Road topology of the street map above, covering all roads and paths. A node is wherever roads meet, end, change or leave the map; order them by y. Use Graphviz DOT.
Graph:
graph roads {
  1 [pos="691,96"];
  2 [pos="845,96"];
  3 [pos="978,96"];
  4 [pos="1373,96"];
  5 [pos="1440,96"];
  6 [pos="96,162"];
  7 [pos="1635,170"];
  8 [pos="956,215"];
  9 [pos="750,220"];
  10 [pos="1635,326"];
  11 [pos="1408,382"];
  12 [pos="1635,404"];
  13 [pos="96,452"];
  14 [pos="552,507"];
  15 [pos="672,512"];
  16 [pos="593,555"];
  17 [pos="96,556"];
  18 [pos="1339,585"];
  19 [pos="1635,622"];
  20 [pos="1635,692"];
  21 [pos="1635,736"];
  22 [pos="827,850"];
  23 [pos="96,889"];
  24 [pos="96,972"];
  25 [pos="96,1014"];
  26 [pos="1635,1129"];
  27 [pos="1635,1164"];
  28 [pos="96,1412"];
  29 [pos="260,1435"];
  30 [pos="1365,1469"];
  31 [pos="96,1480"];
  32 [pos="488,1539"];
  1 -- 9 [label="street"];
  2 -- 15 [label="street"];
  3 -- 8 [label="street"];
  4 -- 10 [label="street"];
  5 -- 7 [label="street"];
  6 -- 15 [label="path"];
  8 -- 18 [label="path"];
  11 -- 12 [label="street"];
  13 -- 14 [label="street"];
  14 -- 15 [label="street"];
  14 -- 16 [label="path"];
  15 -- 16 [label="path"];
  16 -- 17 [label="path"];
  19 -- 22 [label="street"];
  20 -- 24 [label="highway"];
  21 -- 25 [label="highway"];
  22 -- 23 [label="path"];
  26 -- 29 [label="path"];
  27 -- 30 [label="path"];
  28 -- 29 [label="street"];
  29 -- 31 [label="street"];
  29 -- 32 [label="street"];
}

▶ **EXERCISE**: The records above must be retyped in full, exactly as written.

▶ **RESPONSE**:
Road topology of the street map above, covering all roads and paths. A node is wherever roads meet, end, change or leave the map; order them by y. Use Graphviz DOT.
Graph:
graph roads {
  1 [pos="691,96"];
  2 [pos="845,96"];
  3 [pos="978,96"];
  4 [pos="1373,96"];
  5 [pos="1440,96"];
  6 [pos="96,162"];
  7 [pos="1635,170"];
  8 [pos="956,215"];
  9 [pos="750,220"];
  10 [pos="1635,326"];
  11 [pos="1408,382"];
  12 [pos="1635,404"];
  13 [pos="96,452"];
  14 [pos="552,507"];
  15 [pos="672,512"];
  16 [pos="593,555"];
  17 [pos="96,556"];
  18 [pos="1339,585"];
  19 [pos="1635,622"];
  20 [pos="1635,692"];
  21 [pos="1635,736"];
  22 [pos="827,850"];
  23 [pos="96,889"];
  24 [pos="96,972"];
  25 [pos="96,1014"];
  26 [pos="1635,1129"];
  27 [pos="1635,1164"];
  28 [pos="96,1412"];
  29 [pos="260,1435"];
  30 [pos="1365,1469"];
  31 [pos="96,1480"];
  32 [pos="488,1539"];
  1 -- 9 [label="street"];
  2 -- 15 [label="street"];
  3 -- 8 [label="street"];
  4 -- 10 [label="street"];
  5 -- 7 [label="street"];
  6 -- 15 [label="path"];
  8 -- 18 [label="path"];
  11 -- 12 [label="street"];
  13 -- 14 [label="street"];
  14 -- 15 [label="street"];
  14 -- 16 [label="path"];
  15 -- 16 [label="path"];
  16 -- 17 [label="path"];
  19 -- 22 [label="street"];
  20 -- 24 [label="highway"];
  21 -- 25 [label="highway"];
  22 -- 23 [label="path"];
  26 -- 29 [label="path"];
  27 -- 30 [label="path"];
  28 -- 29 [label="street"];
  29 -- 31 [label="street"];
  29 -- 32 [label="street"];
}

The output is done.